_Instructions for the task_. Go through the data below. Pull out every line that has the word "Obenchain".

◆ ◆ ◆ ◆ ◆

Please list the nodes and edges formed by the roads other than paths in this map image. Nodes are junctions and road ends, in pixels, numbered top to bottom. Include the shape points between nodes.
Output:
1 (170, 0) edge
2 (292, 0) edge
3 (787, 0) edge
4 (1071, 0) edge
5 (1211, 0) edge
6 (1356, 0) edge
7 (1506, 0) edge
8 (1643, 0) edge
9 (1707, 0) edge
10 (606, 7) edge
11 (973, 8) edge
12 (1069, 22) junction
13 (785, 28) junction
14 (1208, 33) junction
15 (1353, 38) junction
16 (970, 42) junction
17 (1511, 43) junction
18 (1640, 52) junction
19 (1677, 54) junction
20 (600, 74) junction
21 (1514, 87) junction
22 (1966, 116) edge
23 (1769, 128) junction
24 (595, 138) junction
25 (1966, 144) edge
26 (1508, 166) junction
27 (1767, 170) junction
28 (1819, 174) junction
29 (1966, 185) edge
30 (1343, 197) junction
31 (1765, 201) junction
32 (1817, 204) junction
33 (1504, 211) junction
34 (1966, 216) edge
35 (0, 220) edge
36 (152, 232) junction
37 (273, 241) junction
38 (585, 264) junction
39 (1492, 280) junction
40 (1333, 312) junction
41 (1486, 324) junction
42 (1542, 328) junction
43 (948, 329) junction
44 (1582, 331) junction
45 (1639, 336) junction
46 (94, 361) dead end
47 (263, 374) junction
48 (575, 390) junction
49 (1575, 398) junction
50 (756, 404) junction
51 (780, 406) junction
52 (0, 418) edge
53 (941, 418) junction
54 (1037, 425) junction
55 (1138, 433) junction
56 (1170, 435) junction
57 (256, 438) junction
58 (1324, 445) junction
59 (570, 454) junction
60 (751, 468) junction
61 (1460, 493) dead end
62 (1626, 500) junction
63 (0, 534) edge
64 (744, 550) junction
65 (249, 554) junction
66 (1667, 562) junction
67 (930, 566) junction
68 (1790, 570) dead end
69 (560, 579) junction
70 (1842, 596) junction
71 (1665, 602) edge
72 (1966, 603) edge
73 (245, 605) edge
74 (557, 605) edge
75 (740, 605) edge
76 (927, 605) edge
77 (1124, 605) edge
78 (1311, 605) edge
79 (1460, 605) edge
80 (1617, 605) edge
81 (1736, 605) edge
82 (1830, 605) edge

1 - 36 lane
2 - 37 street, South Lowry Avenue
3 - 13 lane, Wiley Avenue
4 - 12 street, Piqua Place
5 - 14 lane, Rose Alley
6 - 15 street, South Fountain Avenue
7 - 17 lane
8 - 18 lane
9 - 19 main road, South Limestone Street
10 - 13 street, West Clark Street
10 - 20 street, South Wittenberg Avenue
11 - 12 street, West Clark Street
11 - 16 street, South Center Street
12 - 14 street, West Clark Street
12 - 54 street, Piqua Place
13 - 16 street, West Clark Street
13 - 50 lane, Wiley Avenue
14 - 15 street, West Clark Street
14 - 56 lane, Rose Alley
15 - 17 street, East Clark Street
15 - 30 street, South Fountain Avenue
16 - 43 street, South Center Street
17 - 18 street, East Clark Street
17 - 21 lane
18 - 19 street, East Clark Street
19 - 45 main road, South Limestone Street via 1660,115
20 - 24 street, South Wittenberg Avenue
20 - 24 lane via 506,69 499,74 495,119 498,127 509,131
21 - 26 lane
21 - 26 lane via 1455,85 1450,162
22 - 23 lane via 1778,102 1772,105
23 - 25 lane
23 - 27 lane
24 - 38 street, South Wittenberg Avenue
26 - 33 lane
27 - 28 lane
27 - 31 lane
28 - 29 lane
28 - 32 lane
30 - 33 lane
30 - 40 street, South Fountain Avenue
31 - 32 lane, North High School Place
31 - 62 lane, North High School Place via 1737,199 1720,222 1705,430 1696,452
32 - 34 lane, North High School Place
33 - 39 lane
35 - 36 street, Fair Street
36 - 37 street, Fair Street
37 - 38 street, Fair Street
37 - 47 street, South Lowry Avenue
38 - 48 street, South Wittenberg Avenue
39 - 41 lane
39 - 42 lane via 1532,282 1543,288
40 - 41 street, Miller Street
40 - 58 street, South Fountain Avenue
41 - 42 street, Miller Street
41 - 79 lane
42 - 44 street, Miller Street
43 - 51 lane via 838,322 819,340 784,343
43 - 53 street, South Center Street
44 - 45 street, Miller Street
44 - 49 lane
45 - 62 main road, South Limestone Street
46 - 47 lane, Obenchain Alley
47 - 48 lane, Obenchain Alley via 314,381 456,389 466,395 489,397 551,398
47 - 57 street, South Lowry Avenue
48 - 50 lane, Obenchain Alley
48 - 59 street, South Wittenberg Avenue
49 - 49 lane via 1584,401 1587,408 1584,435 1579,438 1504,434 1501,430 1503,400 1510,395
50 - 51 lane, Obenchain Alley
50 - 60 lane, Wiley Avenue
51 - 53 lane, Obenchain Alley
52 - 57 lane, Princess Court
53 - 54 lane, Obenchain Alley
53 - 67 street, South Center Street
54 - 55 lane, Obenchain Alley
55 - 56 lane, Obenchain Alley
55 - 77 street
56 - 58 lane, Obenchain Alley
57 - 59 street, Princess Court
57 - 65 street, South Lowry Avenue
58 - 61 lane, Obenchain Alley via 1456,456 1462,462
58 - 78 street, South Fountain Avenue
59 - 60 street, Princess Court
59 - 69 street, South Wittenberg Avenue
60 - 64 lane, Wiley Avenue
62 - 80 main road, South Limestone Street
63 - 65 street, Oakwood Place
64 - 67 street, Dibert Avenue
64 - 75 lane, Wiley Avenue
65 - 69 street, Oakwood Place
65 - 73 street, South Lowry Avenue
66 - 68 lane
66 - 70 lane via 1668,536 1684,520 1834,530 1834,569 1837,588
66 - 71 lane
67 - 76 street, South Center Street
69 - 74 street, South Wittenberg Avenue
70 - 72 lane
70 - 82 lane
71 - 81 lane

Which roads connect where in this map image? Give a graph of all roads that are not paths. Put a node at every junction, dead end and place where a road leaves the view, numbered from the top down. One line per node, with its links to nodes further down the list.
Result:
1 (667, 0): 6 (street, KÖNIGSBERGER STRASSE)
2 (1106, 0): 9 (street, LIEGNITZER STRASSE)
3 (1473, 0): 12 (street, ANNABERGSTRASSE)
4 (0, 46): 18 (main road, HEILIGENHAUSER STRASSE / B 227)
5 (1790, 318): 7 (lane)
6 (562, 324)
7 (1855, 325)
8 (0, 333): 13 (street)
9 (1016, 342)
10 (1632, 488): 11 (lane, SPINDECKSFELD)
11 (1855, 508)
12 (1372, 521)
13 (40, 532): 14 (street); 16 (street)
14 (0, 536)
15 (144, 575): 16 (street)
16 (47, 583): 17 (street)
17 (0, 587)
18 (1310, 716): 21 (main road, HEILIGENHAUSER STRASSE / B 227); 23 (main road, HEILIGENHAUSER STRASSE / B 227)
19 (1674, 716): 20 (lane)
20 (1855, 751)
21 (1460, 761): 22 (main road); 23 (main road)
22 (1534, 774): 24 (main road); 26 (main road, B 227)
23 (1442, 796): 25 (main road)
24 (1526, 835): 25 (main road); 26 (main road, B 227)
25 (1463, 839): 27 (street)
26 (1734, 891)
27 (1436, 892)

◆ ◆ ◆ ◆ ◆

_Output of the exercise_.
46 - 47 lane, Obenchain Alley
47 - 48 lane, Obenchain Alley via 314,381 456,389 466,395 489,397 551,398
48 - 50 lane, Obenchain Alley
50 - 51 lane, Obenchain Alley
51 - 53 lane, Obenchain Alley
53 - 54 lane, Obenchain Alley
54 - 55 lane, Obenchain Alley
55 - 56 lane, Obenchain Alley
56 - 58 lane, Obenchain Alley
58 - 61 lane, Obenchain Alley via 1456,456 1462,462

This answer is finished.